Jonny Buchardt was a German stand-up comedian (a rare species, but they do exist) and looks like a puffed-up version of Ricky Gervais. It wouldn’t surprise me if Jonny turned out to be Ricky’s dad.

The video clip that’ll pop up in your Instagram or Facebook feed shows him tricking a whole ballroom full of drunk dignitaries during a live TV broadcast into screaming the Nazi salute “Sieg Heil.” He did it by priming the crowd with several call-and-response cheers like “Hip Hip—Hurrah” and the German “Zicke Zacke Zicke Zacke—Hoi, Hoi, Hoi.” Then finally, he gives them a booming “Sieg” with the entire room roaring back a collective “Heil.” Immediately after that, the camera pans across the audience and zooms in on some partygoers in their 50s and 60s who seem genuinely surprised at themselves and have a dazed look on their face—probably caused by generous pours of Rhine wine and the sudden realization that their Nazi shtick was just broadcast on national television. Which in those days meant that everyone was watching, or better, had to watch, since the number of channels was painfully limited in 1973.

Today’s online community has been going completely bonkers over this clip, as the ultimate evidence of how fragile democracy is and how particularly fragile it was in post-war West Germany. But was it really? 

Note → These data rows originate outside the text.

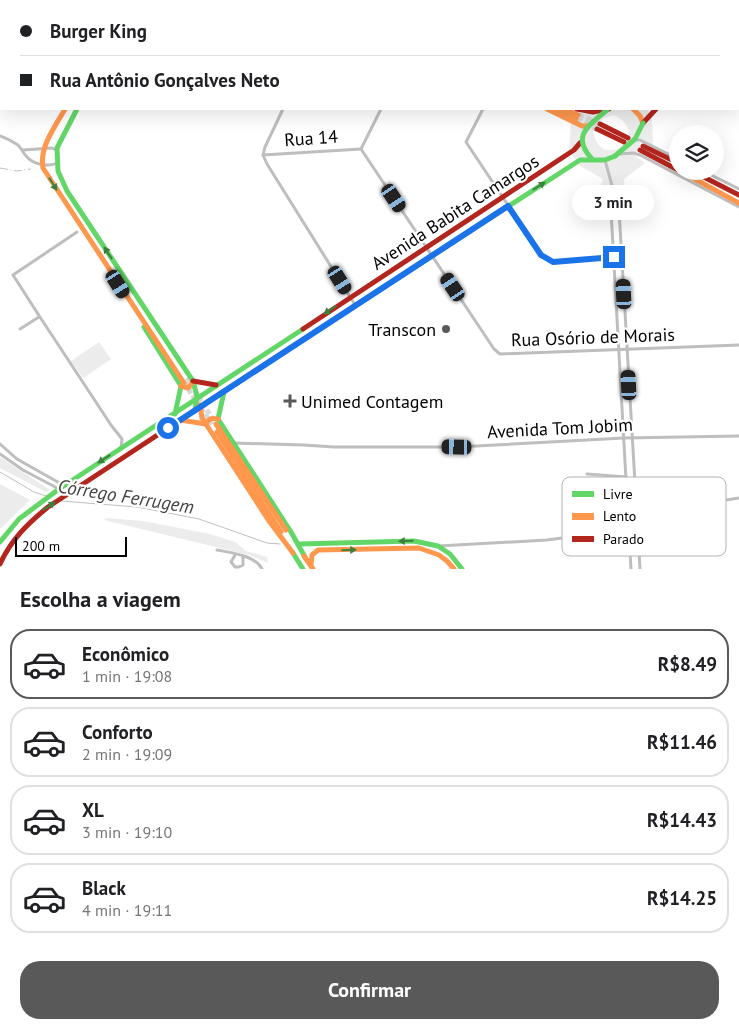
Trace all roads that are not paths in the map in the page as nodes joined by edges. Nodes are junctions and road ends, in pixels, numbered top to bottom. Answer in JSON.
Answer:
{"nodes":[{"id":1,"x":64,"y":110,"type":"edge"},
{"id":2,"x":76,"y":110,"type":"edge"},
{"id":3,"x":283,"y":110,"type":"edge"},
{"id":4,"x":380,"y":110,"type":"edge"},
{"id":5,"x":482,"y":110,"type":"edge"},
{"id":6,"x":550,"y":110,"type":"edge"},
{"id":7,"x":558,"y":110,"type":"edge"},
{"id":8,"x":566,"y":110,"type":"edge"},
{"id":9,"x":580,"y":110,"type":"edge"},
{"id":10,"x":603,"y":110,"type":"edge"},
{"id":11,"x":607,"y":110,"type":"edge"},
{"id":12,"x":634,"y":110,"type":"edge"},
{"id":13,"x":654,"y":110,"type":"edge"},
{"id":14,"x":643,"y":124,"type":"junction"},
{"id":15,"x":588,"y":126,"type":"junction"},
{"id":16,"x":599,"y":126,"type":"tunnel mouth"},
{"id":17,"x":0,"y":136,"type":"edge"},
{"id":18,"x":626,"y":140,"type":"dead end"},
{"id":19,"x":636,"y":140,"type":"junction"},
{"id":20,"x":580,"y":143,"type":"junction"},
{"id":21,"x":44,"y":149,"type":"junction"},
{"id":22,"x":361,"y":149,"type":"junction"},
{"id":23,"x":23,"y":150,"type":"junction"},
{"id":24,"x":56,"y":150,"type":"junction"},
{"id":25,"x":669,"y":154,"type":"edge"},
{"id":26,"x":263,"y":155,"type":"junction"},
{"id":27,"x":615,"y":156,"type":"junction"},
{"id":28,"x":592,"y":159,"type":"junction"},
{"id":29,"x":605,"y":160,"type":"junction"},
{"id":30,"x":669,"y":160,"type":"edge"},
{"id":31,"x":57,"y":162,"type":"junction"},
{"id":32,"x":41,"y":163,"type":"junction"},
{"id":33,"x":669,"y":165,"type":"edge"},
{"id":34,"x":696,"y":180,"type":"edge"},
{"id":35,"x":709,"y":180,"type":"edge"},
{"id":36,"x":721,"y":180,"type":"edge"},
{"id":37,"x":739,"y":189,"type":"edge"},
{"id":38,"x":614,"y":192,"type":"junction"},
{"id":39,"x":739,"y":196,"type":"edge"},
{"id":40,"x":503,"y":198,"type":"junction"},
{"id":41,"x":739,"y":202,"type":"edge"},
{"id":42,"x":508,"y":206,"type":"junction"},
{"id":43,"x":739,"y":207,"type":"edge"},
{"id":44,"x":77,"y":232,"type":"dead end"},
{"id":45,"x":426,"y":247,"type":"junction"},
{"id":46,"x":432,"y":256,"type":"junction"},
{"id":47,"x":622,"y":256,"type":"junction"},
{"id":48,"x":614,"y":257,"type":"junction"},
{"id":49,"x":350,"y":297,"type":"junction"},
{"id":50,"x":356,"y":306,"type":"junction"},
{"id":51,"x":38,"y":315,"type":"junction"},
{"id":52,"x":20,"y":329,"type":"dead end"},
{"id":53,"x":739,"y":345,"type":"edge"},
{"id":54,"x":618,"y":350,"type":"junction"},
{"id":55,"x":627,"y":350,"type":"junction"},
{"id":56,"x":186,"y":382,"type":"junction"},
{"id":57,"x":216,"y":385,"type":"junction"},
{"id":58,"x":224,"y":391,"type":"junction"},
{"id":59,"x":201,"y":396,"type":"junction"},
{"id":60,"x":197,"y":409,"type":"junction"},
{"id":61,"x":175,"y":414,"type":"junction"},
{"id":62,"x":179,"y":420,"type":"junction"},
{"id":63,"x":216,"y":423,"type":"junction"},
{"id":64,"x":206,"y":424,"type":"junction"},
{"id":65,"x":739,"y":436,"type":"edge"},
{"id":66,"x":624,"y":438,"type":"junction"},
{"id":67,"x":632,"y":438,"type":"junction"},
{"id":68,"x":134,"y":440,"type":"junction"},
{"id":69,"x":233,"y":443,"type":"junction"},
{"id":70,"x":0,"y":444,"type":"edge"},
{"id":71,"x":121,"y":448,"type":"junction"},
{"id":72,"x":138,"y":448,"type":"junction"},
{"id":73,"x":0,"y":454,"type":"edge"},
{"id":74,"x":587,"y":474,"type":"dead end"},
{"id":75,"x":626,"y":477,"type":"joint"},
{"id":76,"x":634,"y":477,"type":"edge"},
{"id":77,"x":61,"y":487,"type":"junction"},
{"id":78,"x":69,"y":493,"type":"junction"},
{"id":79,"x":739,"y":498,"type":"edge"},
{"id":80,"x":726,"y":500,"type":"edge"},
{"id":81,"x":562,"y":538,"type":"edge"},
{"id":82,"x":0,"y":542,"type":"edge"},
{"id":83,"x":299,"y":544,"type":"junction"},
{"id":84,"x":438,"y":546,"type":"junction"},
{"id":85,"x":456,"y":546,"type":"junction"},
{"id":86,"x":217,"y":550,"type":"dead end"},
{"id":87,"x":293,"y":553,"type":"junction"},
{"id":88,"x":235,"y":554,"type":"junction"},
{"id":89,"x":450,"y":554,"type":"junction"},
{"id":90,"x":630,"y":556,"type":"edge"},
{"id":91,"x":639,"y":556,"type":"edge"},
{"id":92,"x":243,"y":557,"type":"junction"},
{"id":93,"x":305,"y":557,"type":"junction"},
{"id":94,"x":0,"y":564,"type":"edge"},
{"id":95,"x":312,"y":567,"type":"edge"},
{"id":96,"x":262,"y":569,"type":"edge"},
{"id":97,"x":303,"y":569,"type":"edge"},
{"id":98,"x":454,"y":569,"type":"edge"},
{"id":99,"x":462,"y":569,"type":"edge"},
{"id":100,"x":631,"y":569,"type":"edge"},
{"id":101,"x":640,"y":569,"type":"edge"}],
"edges":[{"from":1,"to":21,"type":"main road"},
{"from":2,"to":24,"type":"main road"},
{"from":3,"to":26,"type":"street"},
{"from":4,"to":22,"type":"street"},
{"from":5,"to":40,"type":"street"},
{"from":6,"to":15,"type":"main road"},
{"from":7,"to":8,"type":"main road"},
{"from":9,"to":10,"type":"main road"},
{"from":11,"to":15,"type":"main road","bridge":true},
{"from":12,"to":14,"type":"main road"},
{"from":13,"to":14,"type":"main road"},
{"from":14,"to":19,"type":"main road","bridge":true},
{"from":15,"to":20,"type":"main road","bridge":true},
{"from":16,"to":18,"type":"main road"},
{"from":17,"to":23,"type":"street"},
{"from":19,"to":25,"type":"street"},
{"from":19,"to":27,"type":"main road","bridge":true},
{"from":20,"to":28,"type":"main road","bridge":true},
{"from":20,"to":40,"type":"main road","name":"Avenida Babita Camargos"},
{"from":21,"to":23,"type":"street"},
{"from":21,"to":24,"type":"street"},
{"from":21,"to":32,"type":"main road"},
{"from":22,"to":26,"type":"street","name":"Rua 14"},
{"from":22,"to":45,"type":"street","name":"Rua Osório de Morais"},
{"from":23,"to":32,"type":"street"},
{"from":24,"to":31,"type":"main road"},
{"from":26,"to":49,"type":"street"},
{"from":27,"to":29,"type":"main road"},
{"from":27,"to":43,"type":"street"},
{"from":28,"to":29,"type":"main road"},
{"from":42,"to":28,"type":"main road","name":"Avenida Babita Camargos","one_way":true},
{"from":29,"to":38,"type":"street"},
{"from":30,"to":33,"type":"main road"},
{"from":31,"to":32,"type":"street"},
{"from":56,"to":31,"type":"main road","one_way":true},
{"from":32,"to":56,"type":"main road","one_way":true},
{"from":34,"to":41,"type":"main road"},
{"from":35,"to":39,"type":"main road"},
{"from":36,"to":37,"type":"street"},
{"from":38,"to":47,"type":"street"},
{"from":38,"to":48,"type":"street"},
{"from":40,"to":42,"type":"street"},
{"from":40,"to":45,"type":"main road","name":"Avenida Babita Camargos"},
{"from":42,"to":46,"type":"main road","name":"Avenida Babita Camargos"},
{"from":42,"to":48,"type":"street"},
{"from":44,"to":51,"type":"street"},
{"from":45,"to":46,"type":"street","name":"Rua Osório de Morais"},
{"from":45,"to":49,"type":"main road","name":"Avenida Babita Camargos"},
{"from":46,"to":50,"type":"main road","name":"Avenida Babita Camargos"},
{"from":46,"to":54,"type":"street","name":"Rua Osório de Morais"},
{"from":47,"to":48,"type":"street"},
{"from":47,"to":55,"type":"street"},
{"from":48,"to":54,"type":"street"},
{"from":49,"to":50,"type":"street"},
{"from":49,"to":57,"type":"main road","name":"Avenida Babita Camargos","one_way":true},
{"from":50,"to":58,"type":"main road","name":"Avenida Babita Camargos"},
{"from":51,"to":52,"type":"street"},
{"from":51,"to":71,"type":"street"},
{"from":53,"to":55,"type":"street","name":"Rua Osório de Morais"},
{"from":54,"to":55,"type":"street","name":"Rua Osório de Morais"},
{"from":54,"to":66,"type":"street"},
{"from":55,"to":67,"type":"street"},
{"from":56,"to":57,"type":"main road"},
{"from":56,"to":59,"type":"main road"},
{"from":56,"to":61,"type":"main road"},
{"from":57,"to":59,"type":"main road","name":"Avenida Babita Camargos"},
{"from":58,"to":60,"type":"main road","name":"Avenida Babita Camargos"},
{"from":58,"to":63,"type":"main road"},
{"from":59,"to":60,"type":"main road"},
{"from":59,"to":61,"type":"main road","name":"Avenida Babita Camargos"},
{"from":60,"to":62,"type":"main road","name":"Avenida Babita Camargos"},
{"from":60,"to":64,"type":"main road"},
{"from":61,"to":68,"type":"main road","name":"Avenida Babita Camargos"},
{"from":62,"to":64,"type":"main road"},
{"from":62,"to":72,"type":"main road","name":"Avenida Babita Camargos"},
{"from":63,"to":64,"type":"main road"},
{"from":63,"to":69,"type":"main road"},
{"from":63,"to":87,"type":"main road"},
{"from":63,"to":93,"type":"main road"},
{"from":64,"to":87,"type":"main road"},
{"from":65,"to":67,"type":"street","name":"Avenida Tom Jobim"},
{"from":66,"to":67,"type":"street","name":"Avenida Tom Jobim"},
{"from":66,"to":69,"type":"street","name":"Avenida Tom Jobim"},
{"from":66,"to":75,"type":"street"},
{"from":67,"to":76,"type":"street"},
{"from":68,"to":71,"type":"main road","name":"Avenida Babita Camargos"},
{"from":68,"to":72,"type":"main road"},
{"from":69,"to":83,"type":"main road"},
{"from":70,"to":77,"type":"street"},
{"from":71,"to":77,"type":"main road","name":"Avenida Babita Camargos","one_way":true},
{"from":72,"to":78,"type":"main road","name":"Avenida Babita Camargos"},
{"from":73,"to":77,"type":"street"},
{"from":74,"to":75,"type":"street"},
{"from":77,"to":78,"type":"main road"},
{"from":77,"to":82,"type":"main road","name":"Avenida Babita Camargos"},
{"from":94,"to":78,"type":"main road","name":"Avenida Babita Camargos","one_way":true},
{"from":79,"to":80,"type":"street"},
{"from":81,"to":85,"type":"street"},
{"from":84,"to":83,"type":"main road","one_way":true},
{"from":83,"to":93,"type":"main road"},
{"from":84,"to":85,"type":"street"},
{"from":84,"to":89,"type":"main road"},
{"from":85,"to":89,"type":"street"},
{"from":86,"to":88,"type":"street"},
{"from":87,"to":97,"type":"main road"},
{"from":88,"to":92,"type":"street"},
{"from":88,"to":92,"type":"street"},
{"from":89,"to":99,"type":"main road"},
{"from":90,"to":100,"type":"street"},
{"from":91,"to":101,"type":"street"},
{"from":92,"to":96,"type":"street"},
{"from":93,"to":95,"type":"main road"},
{"from":95,"to":98,"type":"main road","one_way":true}]}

For starters, in 1973, there was no AfD (Alternative für Deutschland), which today stands at 25% in national polls. Nor was there any other far-right political group somewhere waiting in the wings. Parliamentarians wearing gigantic German flag lapel pins and fantasizing about Germany’s glorious contributions to world history would have been laughed out of the Bundestag. Some of the cheerful “Heil” chanters in Jonny Buchardt’s Carnival crowd may have even voted for Willy Brandt and his Social Democrats, who in 1972 scored the biggest ever victory for the political left in West Germany—after signing away substantial chunks of former German territory. Détente and Ostpolitik were in full bloom: the 1971 Nobel Peace Prize had gone to Chancellor Brandt for acknowledging that the former eastern provinces of Weimar Germany had become part of Poland and the Soviet Union as a consequence of Nazi aggression (and, of course, Stalin’s appetite for real estate out west).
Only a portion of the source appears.